Health fair taking a hiatus

Healthy Living Fair won't be held in 2012 as organizers look to make it a year-round program

  • Jan. 3, 2012 7:00 p.m.

Okanagan Similkameen Healthy Living Fair organizers are resolving to spend 2012 shaping up their offerings into a year-round program, not just one day marked on the calendar.

Dr. Gerry Karr, one of the event co-founders, told Penticton council last month that changes were ahead for the event, which has been held annually since 2008.

“We need a time out. The current one-day model we have had in the past is not sustainable,” he said.

The Healthy Living Fair evolved into a weekend event that drew 300 registered participants who were able to take part in various stations involving health screening and goal setting, in addition to speeches by nutrition experts, a public showcase with vendors and organized physical activity.

Karr said that while the event is popular, each year the fair finds itself struggling to secure the funding required from sponsor and partner organizations grappling with tight budgets. He explained that those financial challenges come at a time when health concerns like obesity and diabetes are on the rise.

“It’s getting more difficult for us, and yet we also know there’s a great need for what we do,” Karr said.

Karr detailed to council how he is seeking to tap into the fair’s pool of volunteers and partners to morph it into a year-long program that helps walk people through their desire to live healthy lives.

“This support is essential to help individuals be successful,” he said.

They will be seeking a better marketing program in addition to forming an umbrella of groups with various health interests — especially those looking to conduct work with evidence-based methodology. Partners like Interior Health, the school district, Okanagan College and UBCO could team up on research particularly dealing with high-risk groups, he said.

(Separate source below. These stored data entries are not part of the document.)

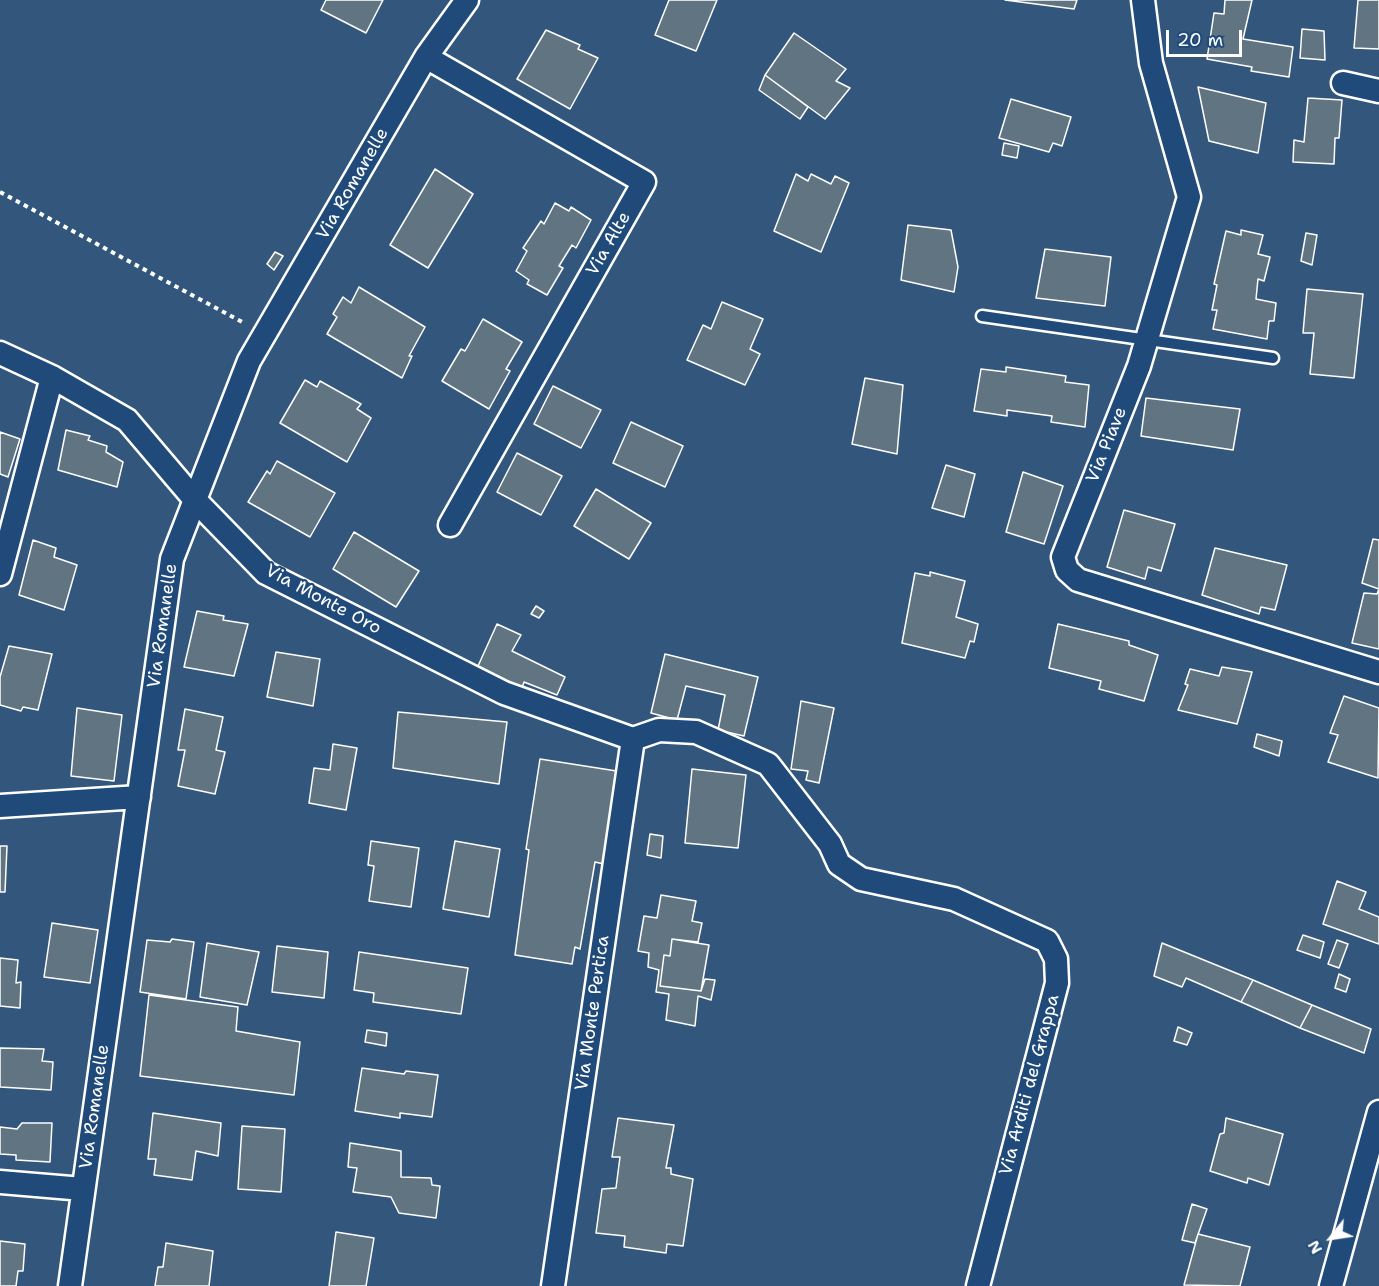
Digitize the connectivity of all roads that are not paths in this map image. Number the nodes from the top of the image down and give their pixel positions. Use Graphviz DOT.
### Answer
graph roads {
  1 [pos="467,0"];
  2 [pos="1143,0"];
  3 [pos="426,57"];
  4 [pos="1343,83"];
  5 [pos="1379,91"];
  6 [pos="982,316"];
  7 [pos="1147,339"];
  8 [pos="0,353"];
  9 [pos="1273,358"];
  10 [pos="52,377"];
  11 [pos="195,500"];
  12 [pos="450,525"];
  13 [pos="0,574"];
  14 [pos="1379,672"];
  15 [pos="633,740"];
  16 [pos="139,797"];
  17 [pos="0,806"];
  18 [pos="1379,1112"];
  19 [pos="0,1182"];
  20 [pos="83,1188"];
  21 [pos="70,1286"];
  22 [pos="553,1286"];
  23 [pos="978,1286"];
  24 [pos="1331,1286"];
  1 -- 3 [label="street, Via Romanelle"];
  2 -- 7 [label="street, Via Piave"];
  3 -- 11 [label="street, Via Romanelle"];
  3 -- 12 [label="street, Via Alte"];
  4 -- 5 [label="street"];
  6 -- 7 [label="lane"];
  7 -- 9 [label="lane"];
  7 -- 14 [label="street, Via Piave"];
  8 -- 10 [label="street, Via Monte Oro"];
  10 -- 11 [label="street, Via Monte Oro"];
  10 -- 13 [label="street"];
  11 -- 15 [label="street, Via Monte Oro"];
  11 -- 16 [label="street, Via Romanelle"];
  15 -- 22 [label="street, Via Monte Pertica"];
  15 -- 23 [label="street, Via Arditi del Grappa"];
  16 -- 17 [label="street"];
  16 -- 20 [label="street, Via Romanelle"];
  18 -- 24 [label="street"];
  19 -- 20 [label="street"];
  20 -- 21 [label="street, Via Romanelle"];
}
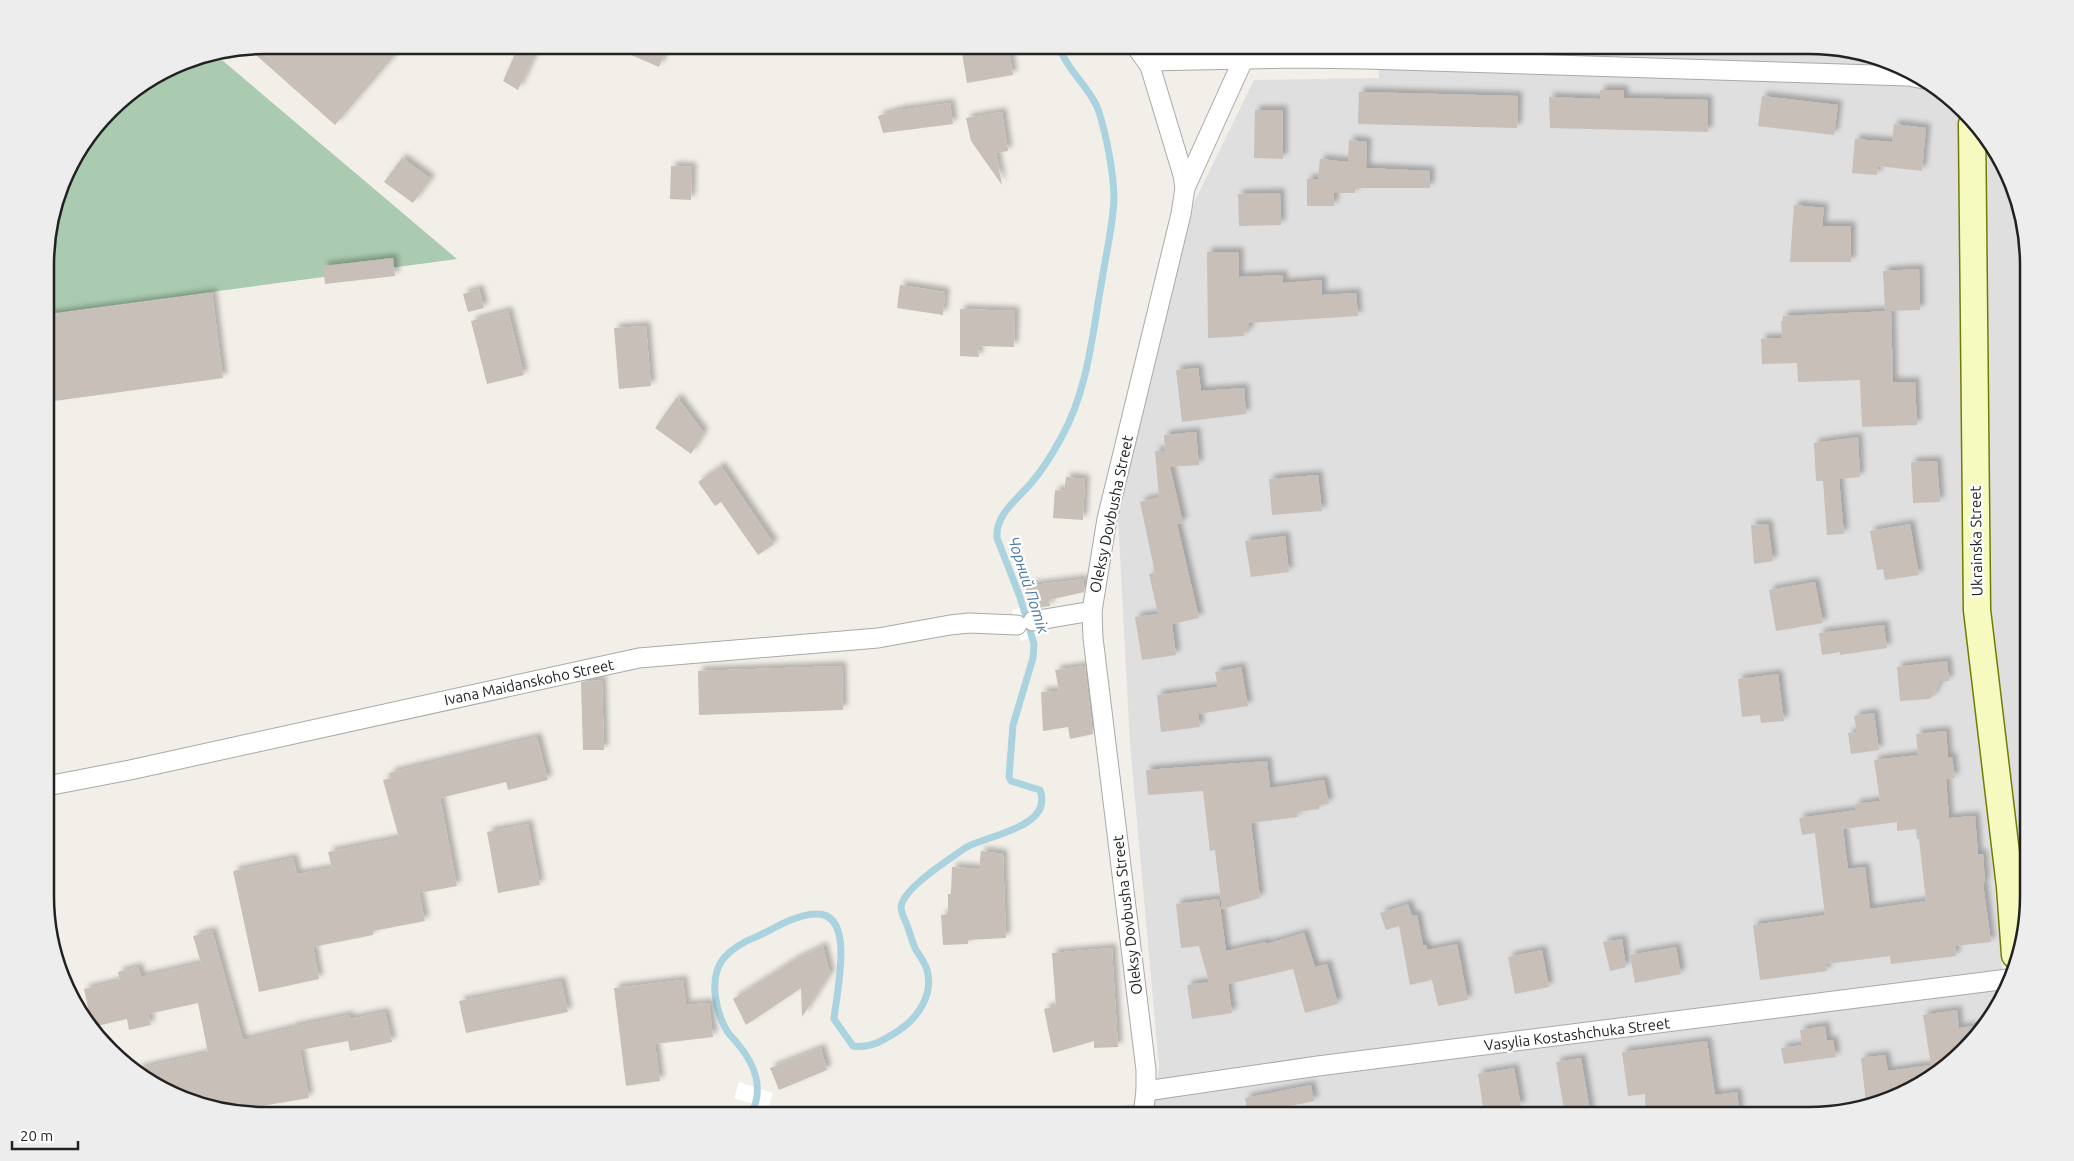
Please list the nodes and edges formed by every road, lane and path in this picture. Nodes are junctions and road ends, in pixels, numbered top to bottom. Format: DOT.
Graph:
graph roads {
  1 [pos="1142,54"];
  2 [pos="1243,60"];
  3 [pos="1147,61"];
  4 [pos="1904,76"];
  5 [pos="1972,131"];
  6 [pos="1185,188"];
  7 [pos="1092,611"];
  8 [pos="54,785"];
  9 [pos="2019,882"];
  10 [pos="2016,938"];
  11 [pos="2003,981"];
  12 [pos="1146,1091"];
  13 [pos="1144,1107"];
  1 -- 3 [label="street, Oleksy Dovbusha Street"];
  2 -- 3 [label="street"];
  2 -- 4 [label="street"];
  2 -- 6 [label="street"];
  3 -- 6 [label="street, Oleksy Dovbusha Street"];
  5 -- 9 [label="street, Ukrainska Street"];
  6 -- 7 [label="street, Oleksy Dovbusha Street"];
  7 -- 8 [label="street, Ivana Maidanskoho Street"];
  7 -- 12 [label="street, Oleksy Dovbusha Street"];
  9 -- 10 [label="street, Ukrainska Street"];
  11 -- 12 [label="street, Vasylia Kostashchuka Street"];
  12 -- 13 [label="street, Oleksy Dovbusha Street"];
}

While they have received grants in the past, Karr explained that they are in the process of registering for a Canada Revenue Agency non-profit number. Non-profit status would make them eligible for foundation grants and other public donations, especially from those seeking charitable tax receipts.

Karr said the first phase of planning and development will last until May 2012, at which point the program would be launched. It will run for a year until May 2013, when the program’s work will culminate in a one-day fair event.

To get themselves through the first stage of planning, however, Karr said the group was seeking one-time funding from partners. He asked the City of Penticton to contribute $6,000, which would be a portion of the $16,500 required for the first phase.

Local laboratories and doctors in town have contributed, Karr said, and once they have a charitable status they anticipate donations and grants to be readily accessible.

“We will never ask for this again,” he said. “Your support is really an investment in a sustainable, long-term program that will be badly needed and that can really make a difference.”

Coun. Garry Litke said he was “sad” to hear the fair would not be held in 2012.

“I think it’s documented that over the years, you’ve probably saved lives,” he said.

Council unanimously passed a motion to include the Healthy Living Fair organizers’ funding request during budget deliberations.